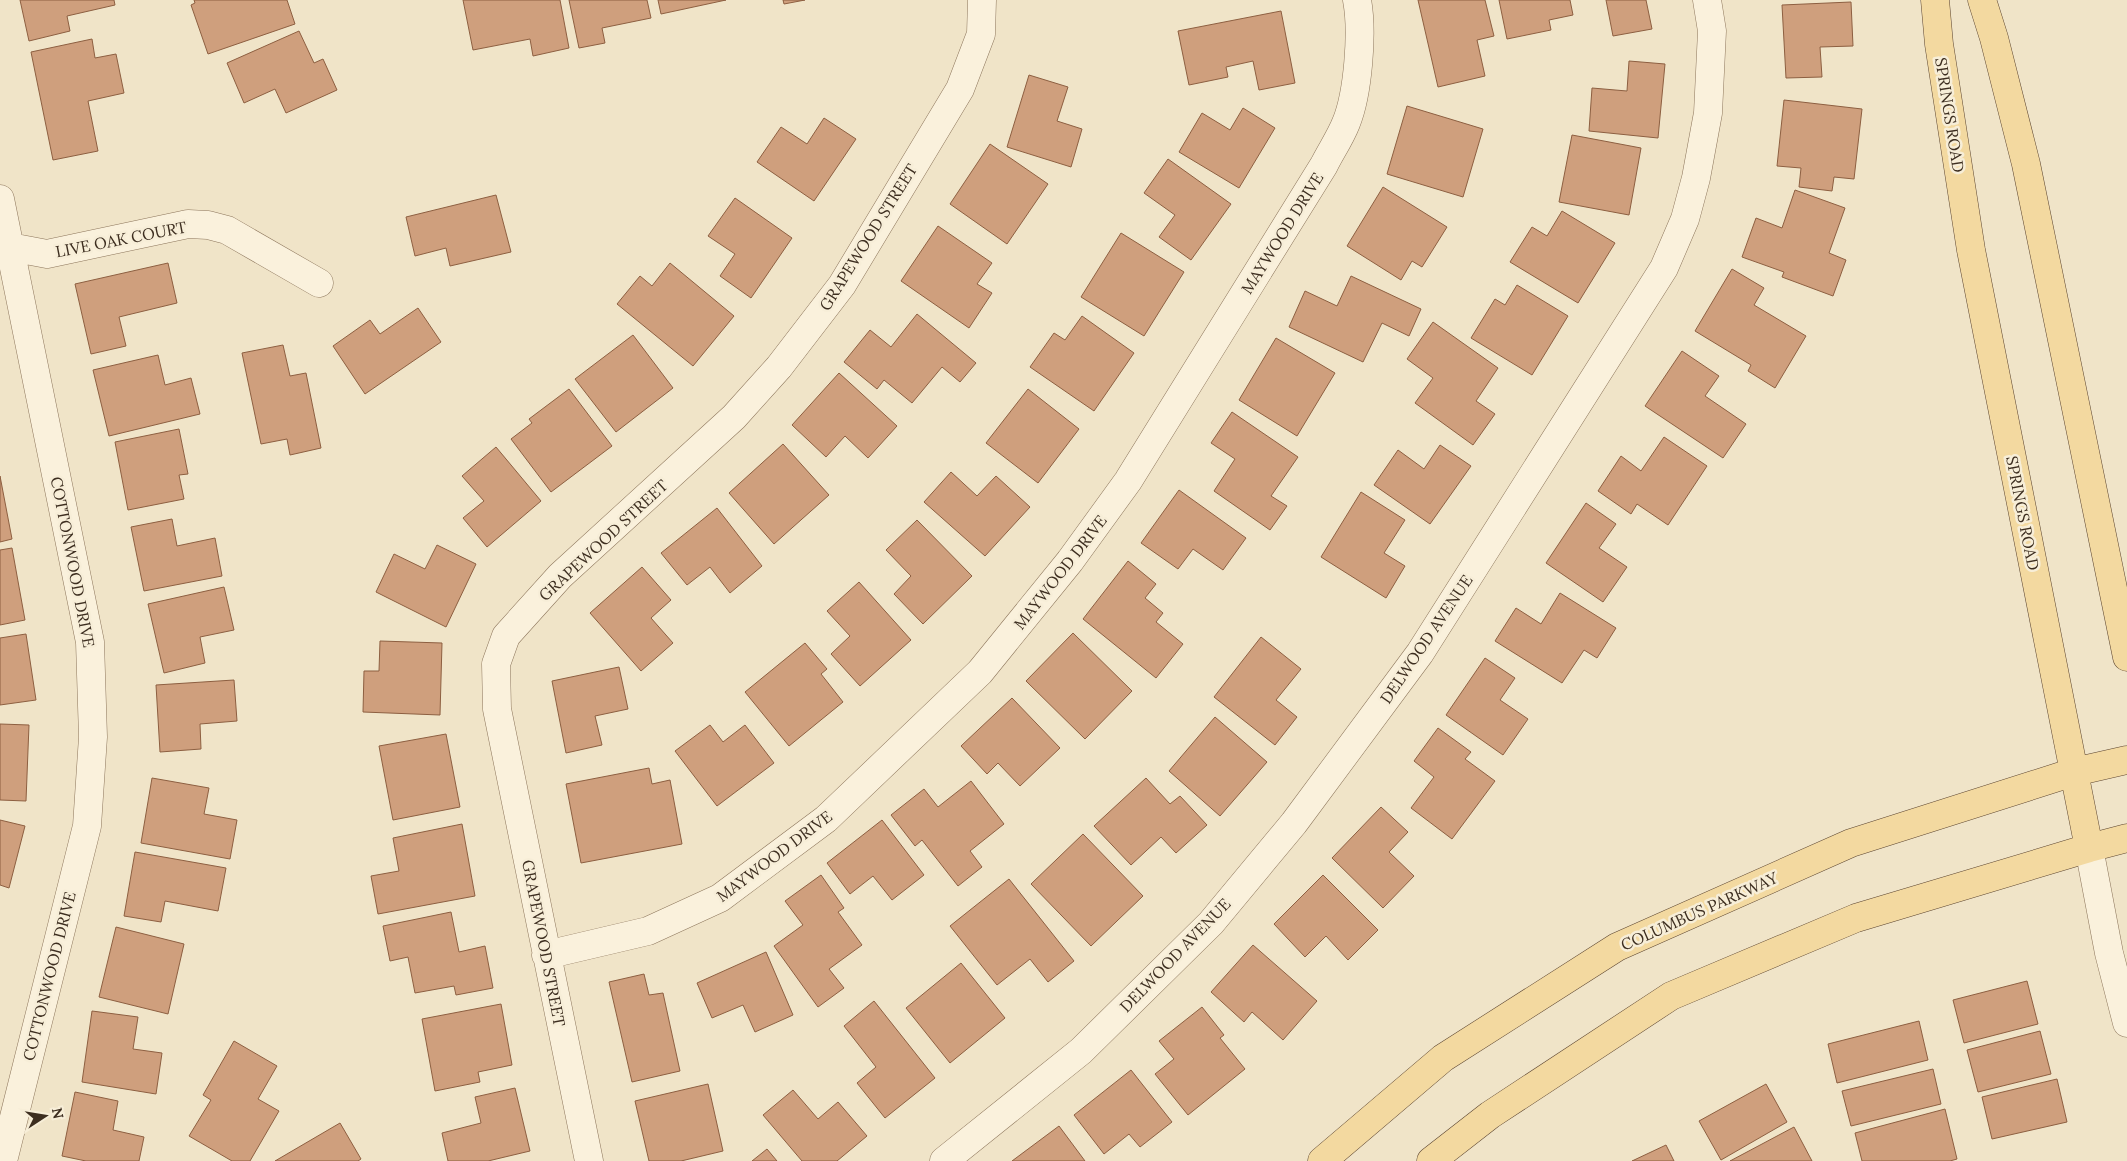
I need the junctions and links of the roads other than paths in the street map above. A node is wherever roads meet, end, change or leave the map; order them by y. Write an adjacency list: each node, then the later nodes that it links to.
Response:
1 (982, 0): 14 (street, GRAPEWOOD STREET)
2 (1357, 0): 14 (street, MAYWOOD DRIVE)
3 (1707, 0): 18 (street, DELWOOD AVENUE)
4 (1935, 0): 11 (main road, SPRINGS ROAD)
5 (1982, 0): 9 (main road)
6 (0, 199): 7 (street, COTTONWOOD DRIVE)
7 (5, 248): 8 (street, LIVE OAK COURT); 16 (street, COTTONWOOD DRIVE)
8 (319, 283)
9 (2127, 657)
10 (2127, 760): 11 (main road, COLUMBUS PARKWAY)
11 (2074, 772): 13 (main road, SPRINGS ROAD); 19 (main road, COLUMBUS PARKWAY)
12 (2127, 838): 13 (main road)
13 (2089, 848): 15 (street, SPRINGS ROAD); 20 (main road)
14 (546, 955): 17 (street, GRAPEWOOD STREET)
15 (2127, 1023)
16 (3, 1161)
17 (588, 1161)
18 (944, 1161)
19 (1322, 1161)
20 (1431, 1161)

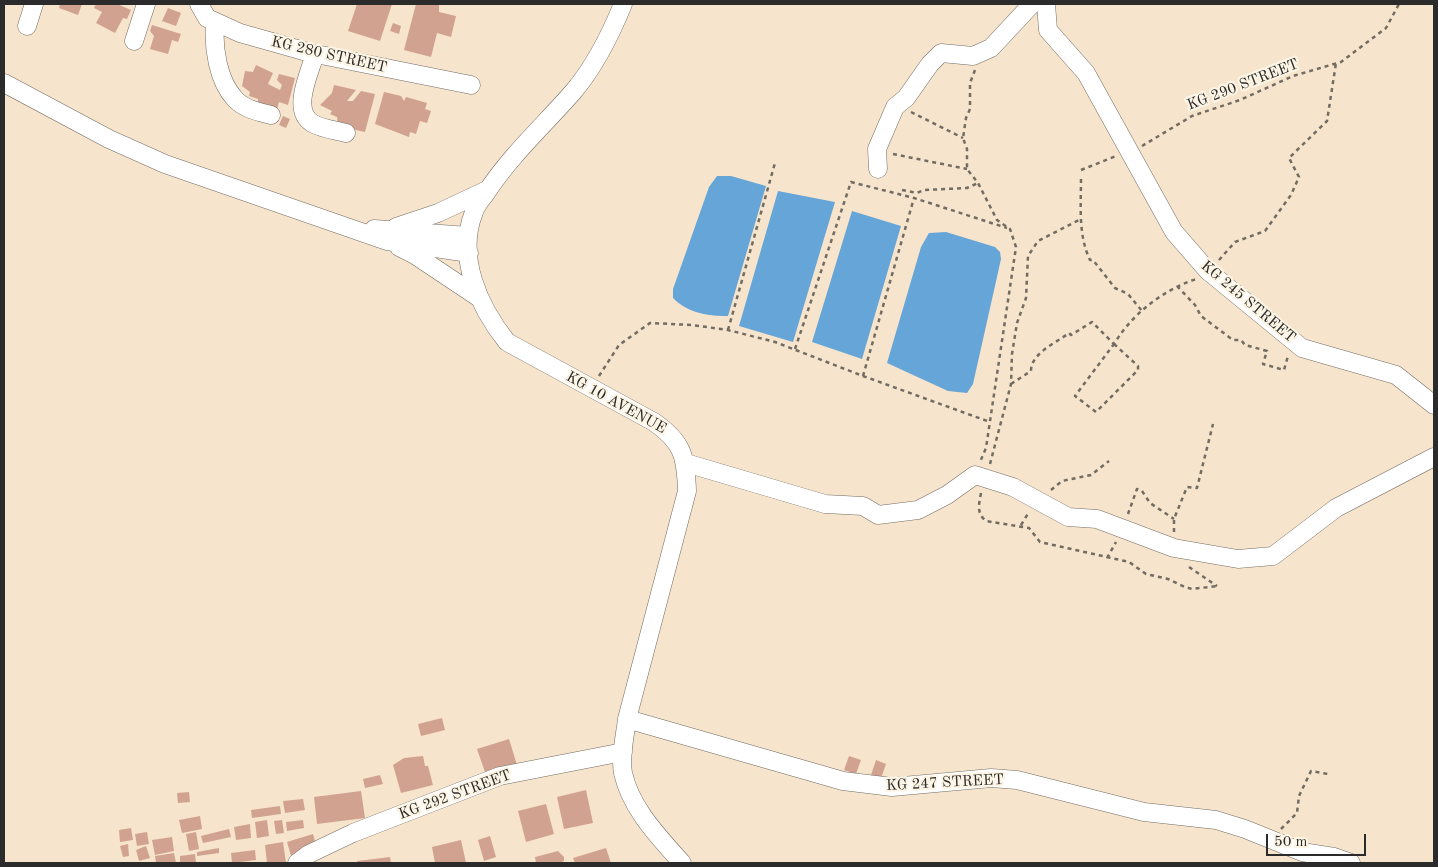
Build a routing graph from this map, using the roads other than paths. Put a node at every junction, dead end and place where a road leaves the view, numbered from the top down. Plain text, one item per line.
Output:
1 (34, 4) edge
2 (146, 4) edge
3 (199, 4) edge
4 (624, 4) edge
5 (1032, 4) edge
6 (1046, 4) edge
7 (215, 24) junction
8 (27, 26) dead end
9 (134, 41) dead end
10 (315, 54) junction
11 (4, 83) edge
12 (471, 85) dead end
13 (272, 115) dead end
14 (346, 133) dead end
15 (877, 161) road end
16 (488, 190) junction
17 (389, 235) junction
18 (468, 245) junction
19 (478, 297) junction
20 (1434, 405) edge
21 (1434, 457) edge
22 (686, 463) junction
23 (627, 719) junction
24 (623, 752) junction
25 (297, 863) edge
26 (682, 863) edge
27 (1351, 863) edge

1 - 8 street
2 - 9 street
3 - 7 street
4 - 16 street, KG 10 AVENUE
5 - 15 street
6 - 20 street, KG 245 STREET
7 - 10 street, KG 280 STREET
7 - 13 street
10 - 12 street, KG 280 STREET
10 - 14 street
11 - 17 street
16 - 17 street
16 - 18 street, KG 10 AVENUE
17 - 18 street
17 - 19 street
18 - 19 street, KG 10 AVENUE
19 - 22 street, KG 10 AVENUE
21 - 22 street
22 - 23 street, KG 10 AVENUE
23 - 24 street, KG 10 AVENUE
23 - 27 street, KG 247 STREET
24 - 25 street, KG 292 STREET
24 - 26 street, KG 10 AVENUE

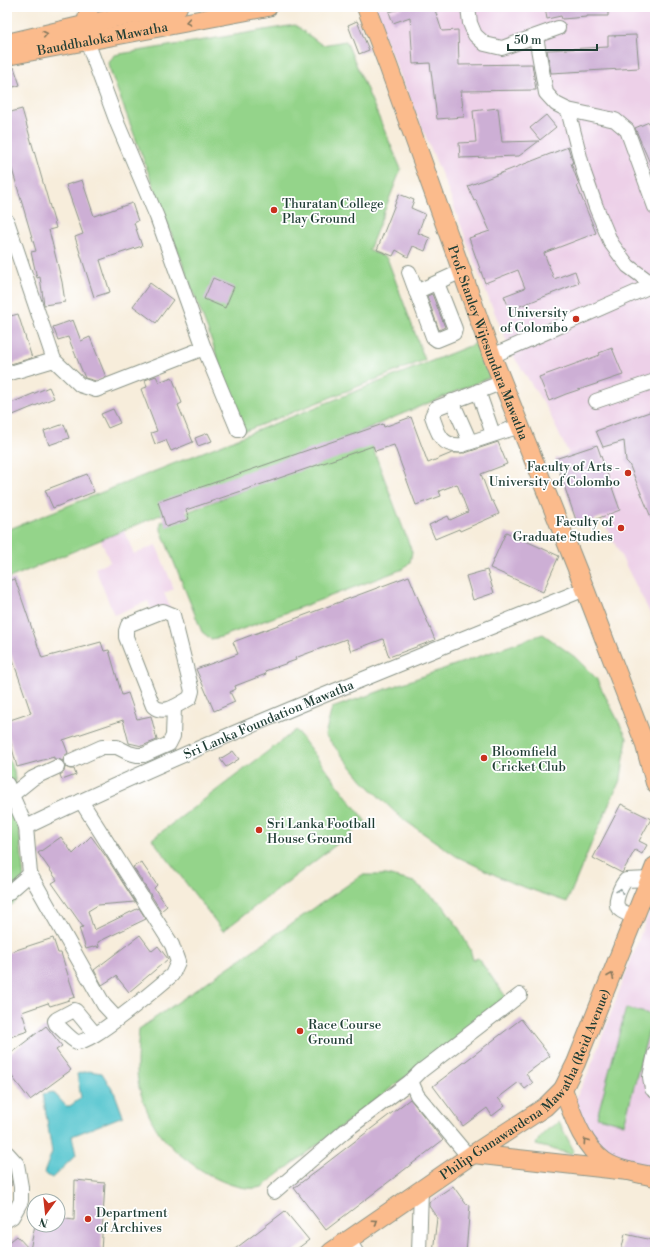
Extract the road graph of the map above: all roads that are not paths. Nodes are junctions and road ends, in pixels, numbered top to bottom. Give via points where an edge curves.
1 (89, 7) edge
2 (178, 7) edge
3 (268, 7) edge
4 (366, 7) edge
5 (468, 7) edge
6 (558, 28) dead end
7 (87, 33) junction
8 (536, 37) junction
9 (7, 43) edge
10 (7, 56) edge
11 (568, 110) junction
12 (653, 190) edge
13 (655, 207) edge
14 (7, 221) edge
15 (409, 272) dead end
16 (462, 272) junction
17 (437, 282) junction
18 (655, 285) edge
19 (416, 292) junction
20 (204, 348) junction
21 (492, 356) junction
22 (54, 360) junction
23 (7, 374) edge
24 (655, 381) edge
25 (503, 382) junction
26 (478, 391) junction
27 (452, 401) junction
28 (596, 401) dead end
29 (520, 426) junction
30 (238, 430) dead end
31 (493, 434) junction
32 (470, 442) junction
33 (585, 589) junction
34 (174, 707) junction
35 (650, 745) edge
36 (71, 761) dead end
37 (57, 767) dead end
38 (655, 783) edge
39 (10, 789) edge
40 (81, 801) junction
41 (26, 827) junction
42 (652, 872) edge
43 (30, 874) junction
44 (7, 894) edge
45 (520, 995) dead end
46 (117, 1019) junction
47 (95, 1034) dead end
48 (655, 1053) edge
49 (411, 1081) junction
50 (563, 1089) junction
51 (655, 1091) edge
52 (7, 1153) edge
53 (471, 1155) junction
54 (628, 1171) junction
55 (655, 1177) edge
56 (421, 1190) junction
57 (274, 1192) dead end
58 (7, 1220) edge
59 (353, 1246) edge
60 (331, 1252) edge
61 (419, 1252) edge

1 - 7 main road
2 - 7 main road, Bauddhaloka Mawatha via 114,18
3 -> 7 main road, Bauddhaloka Mawatha
4 - 16 main road, Prof. Stanley Wijesundara Mawatha
5 - 8 street via 474,35 485,44 502,48
6 - 8 street
9 -> 7 main road, Bauddhaloka Mawatha
7 - 10 main road, Bauddhaloka Mawatha
7 - 20 street via 118,125 157,217
8 - 11 street via 546,92 556,104
11 - 12 street via 615,120 627,130
11 - 18 street via 584,173 611,243 628,266
12 - 13 street
14 - 22 street
15 - 19 street
16 - 17 street
16 - 21 main road, Prof. Stanley Wijesundara Mawatha
17 - 19 street
17 - 19 street via 454,325 454,333 437,340 433,337
18 - 21 street
20 - 22 street via 96,390 80,385
20 - 30 street
21 - 25 main road, Prof. Stanley Wijesundara Mawatha
22 - 23 street
24 - 28 street
25 - 26 street
25 - 29 main road, Prof. Stanley Wijesundara Mawatha
26 - 27 street
26 - 31 street
27 - 32 street
27 - 32 street via 433,412 432,416 440,437 449,444
29 - 31 street
29 - 33 main road, Prof. Stanley Wijesundara Mawatha
31 - 32 street
33 - 35 main road, Prof. Stanley Wijesundara Mawatha
33 - 40 street, Sri Lanka Foundation Mawatha via 267,719
34 - 34 street via 158,710 153,706 126,637 128,625 163,611 173,615 192,691 190,698
34 - 36 street via 173,736 169,744 144,755 129,753 117,747 102,747
35 - 38 main road, Prof. Stanley Wijesundara Mawatha
37 - 39 street
39 - 41 street
40 - 41 street, Sri Lanka Foundation Mawatha
40 - 46 street via 172,945 178,962 172,975
41 - 43 street
50 -> 42 main road, Philip Gunawardena Mawatha (Reid Avenue)
43 - 44 street
43 - 46 street via 104,1005
45 - 49 street
46 - 47 street
48 - 51 street via 650,1077 652,1089
49 - 53 street via 417,1095
49 - 57 street via 345,1131
50 - 53 main road, Philip Gunawardena Mawatha (Reid Avenue) via 545,1107
54 -> 50 main road via 605,1162 593,1150 580,1132
52 - 58 street via 17,1164 21,1201
53 - 54 main road
53 - 56 main road, Philip Gunawardena Mawatha (Reid Avenue)
54 - 55 main road
59 -> 56 main road, Philip Gunawardena Mawatha (Reid Avenue)
56 - 61 street
59 - 60 main road, Philip Gunawardena Mawatha (Reid Avenue)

# # # #

*EXERCISE*. Leaving every picture out, output the data exactly as it stands.

*YOUR RESPONSE*.
I need the junctions and links of the roads other than paths in the street map above. A node is wherever roads meet, end, change or leave the map; order them by y. Write an adjacency list: each node, then the later nodes that it links to.
Response:
1 (982, 0): 14 (street, GRAPEWOOD STREET)
2 (1357, 0): 14 (street, MAYWOOD DRIVE)
3 (1707, 0): 18 (street, DELWOOD AVENUE)
4 (1935, 0): 11 (main road, SPRINGS ROAD)
5 (1982, 0): 9 (main road)
6 (0, 199): 7 (street, COTTONWOOD DRIVE)
7 (5, 248): 8 (street, LIVE OAK COURT); 16 (street, COTTONWOOD DRIVE)
8 (319, 283)
9 (2127, 657)
10 (2127, 760): 11 (main road, COLUMBUS PARKWAY)
11 (2074, 772): 13 (main road, SPRINGS ROAD); 19 (main road, COLUMBUS PARKWAY)
12 (2127, 838): 13 (main road)
13 (2089, 848): 15 (street, SPRINGS ROAD); 20 (main road)
14 (546, 955): 17 (street, GRAPEWOOD STREET)
15 (2127, 1023)
16 (3, 1161)
17 (588, 1161)
18 (944, 1161)
19 (1322, 1161)
20 (1431, 1161)

Build a routing graph from this map, using the roads other than paths. Put a node at every junction, dead end and place where a road leaves the view, numbered from the top down. Plain text, one item per line.
Output:
1 (34, 4) edge
2 (146, 4) edge
3 (199, 4) edge
4 (624, 4) edge
5 (1032, 4) edge
6 (1046, 4) edge
7 (215, 24) junction
8 (27, 26) dead end
9 (134, 41) dead end
10 (315, 54) junction
11 (4, 83) edge
12 (471, 85) dead end
13 (272, 115) dead end
14 (346, 133) dead end
15 (877, 161) road end
16 (488, 190) junction
17 (389, 235) junction
18 (468, 245) junction
19 (478, 297) junction
20 (1434, 405) edge
21 (1434, 457) edge
22 (686, 463) junction
23 (627, 719) junction
24 (623, 752) junction
25 (297, 863) edge
26 (682, 863) edge
27 (1351, 863) edge

1 - 8 street
2 - 9 street
3 - 7 street
4 - 16 street, KG 10 AVENUE
5 - 15 street
6 - 20 street, KG 245 STREET
7 - 10 street, KG 280 STREET
7 - 13 street
10 - 12 street, KG 280 STREET
10 - 14 street
11 - 17 street
16 - 17 street
16 - 18 street, KG 10 AVENUE
17 - 18 street
17 - 19 street
18 - 19 street, KG 10 AVENUE
19 - 22 street, KG 10 AVENUE
21 - 22 street
22 - 23 street, KG 10 AVENUE
23 - 24 street, KG 10 AVENUE
23 - 27 street, KG 247 STREET
24 - 25 street, KG 292 STREET
24 - 26 street, KG 10 AVENUE

Extract the road graph of the map above: all roads that are not paths. Nodes are junctions and road ends, in pixels, numbered top to bottom. Give via points where an edge curves.
1 (89, 7) edge
2 (178, 7) edge
3 (268, 7) edge
4 (366, 7) edge
5 (468, 7) edge
6 (558, 28) dead end
7 (87, 33) junction
8 (536, 37) junction
9 (7, 43) edge
10 (7, 56) edge
11 (568, 110) junction
12 (653, 190) edge
13 (655, 207) edge
14 (7, 221) edge
15 (409, 272) dead end
16 (462, 272) junction
17 (437, 282) junction
18 (655, 285) edge
19 (416, 292) junction
20 (204, 348) junction
21 (492, 356) junction
22 (54, 360) junction
23 (7, 374) edge
24 (655, 381) edge
25 (503, 382) junction
26 (478, 391) junction
27 (452, 401) junction
28 (596, 401) dead end
29 (520, 426) junction
30 (238, 430) dead end
31 (493, 434) junction
32 (470, 442) junction
33 (585, 589) junction
34 (174, 707) junction
35 (650, 745) edge
36 (71, 761) dead end
37 (57, 767) dead end
38 (655, 783) edge
39 (10, 789) edge
40 (81, 801) junction
41 (26, 827) junction
42 (652, 872) edge
43 (30, 874) junction
44 (7, 894) edge
45 (520, 995) dead end
46 (117, 1019) junction
47 (95, 1034) dead end
48 (655, 1053) edge
49 (411, 1081) junction
50 (563, 1089) junction
51 (655, 1091) edge
52 (7, 1153) edge
53 (471, 1155) junction
54 (628, 1171) junction
55 (655, 1177) edge
56 (421, 1190) junction
57 (274, 1192) dead end
58 (7, 1220) edge
59 (353, 1246) edge
60 (331, 1252) edge
61 (419, 1252) edge

1 - 7 main road
2 - 7 main road, Bauddhaloka Mawatha via 114,18
3 -> 7 main road, Bauddhaloka Mawatha
4 - 16 main road, Prof. Stanley Wijesundara Mawatha
5 - 8 street via 474,35 485,44 502,48
6 - 8 street
9 -> 7 main road, Bauddhaloka Mawatha
7 - 10 main road, Bauddhaloka Mawatha
7 - 20 street via 118,125 157,217
8 - 11 street via 546,92 556,104
11 - 12 street via 615,120 627,130
11 - 18 street via 584,173 611,243 628,266
12 - 13 street
14 - 22 street
15 - 19 street
16 - 17 street
16 - 21 main road, Prof. Stanley Wijesundara Mawatha
17 - 19 street
17 - 19 street via 454,325 454,333 437,340 433,337
18 - 21 street
20 - 22 street via 96,390 80,385
20 - 30 street
21 - 25 main road, Prof. Stanley Wijesundara Mawatha
22 - 23 street
24 - 28 street
25 - 26 street
25 - 29 main road, Prof. Stanley Wijesundara Mawatha
26 - 27 street
26 - 31 street
27 - 32 street
27 - 32 street via 433,412 432,416 440,437 449,444
29 - 31 street
29 - 33 main road, Prof. Stanley Wijesundara Mawatha
31 - 32 street
33 - 35 main road, Prof. Stanley Wijesundara Mawatha
33 - 40 street, Sri Lanka Foundation Mawatha via 267,719
34 - 34 street via 158,710 153,706 126,637 128,625 163,611 173,615 192,691 190,698
34 - 36 street via 173,736 169,744 144,755 129,753 117,747 102,747
35 - 38 main road, Prof. Stanley Wijesundara Mawatha
37 - 39 street
39 - 41 street
40 - 41 street, Sri Lanka Foundation Mawatha
40 - 46 street via 172,945 178,962 172,975
41 - 43 street
50 -> 42 main road, Philip Gunawardena Mawatha (Reid Avenue)
43 - 44 street
43 - 46 street via 104,1005
45 - 49 street
46 - 47 street
48 - 51 street via 650,1077 652,1089
49 - 53 street via 417,1095
49 - 57 street via 345,1131
50 - 53 main road, Philip Gunawardena Mawatha (Reid Avenue) via 545,1107
54 -> 50 main road via 605,1162 593,1150 580,1132
52 - 58 street via 17,1164 21,1201
53 - 54 main road
53 - 56 main road, Philip Gunawardena Mawatha (Reid Avenue)
54 - 55 main road
59 -> 56 main road, Philip Gunawardena Mawatha (Reid Avenue)
56 - 61 street
59 - 60 main road, Philip Gunawardena Mawatha (Reid Avenue)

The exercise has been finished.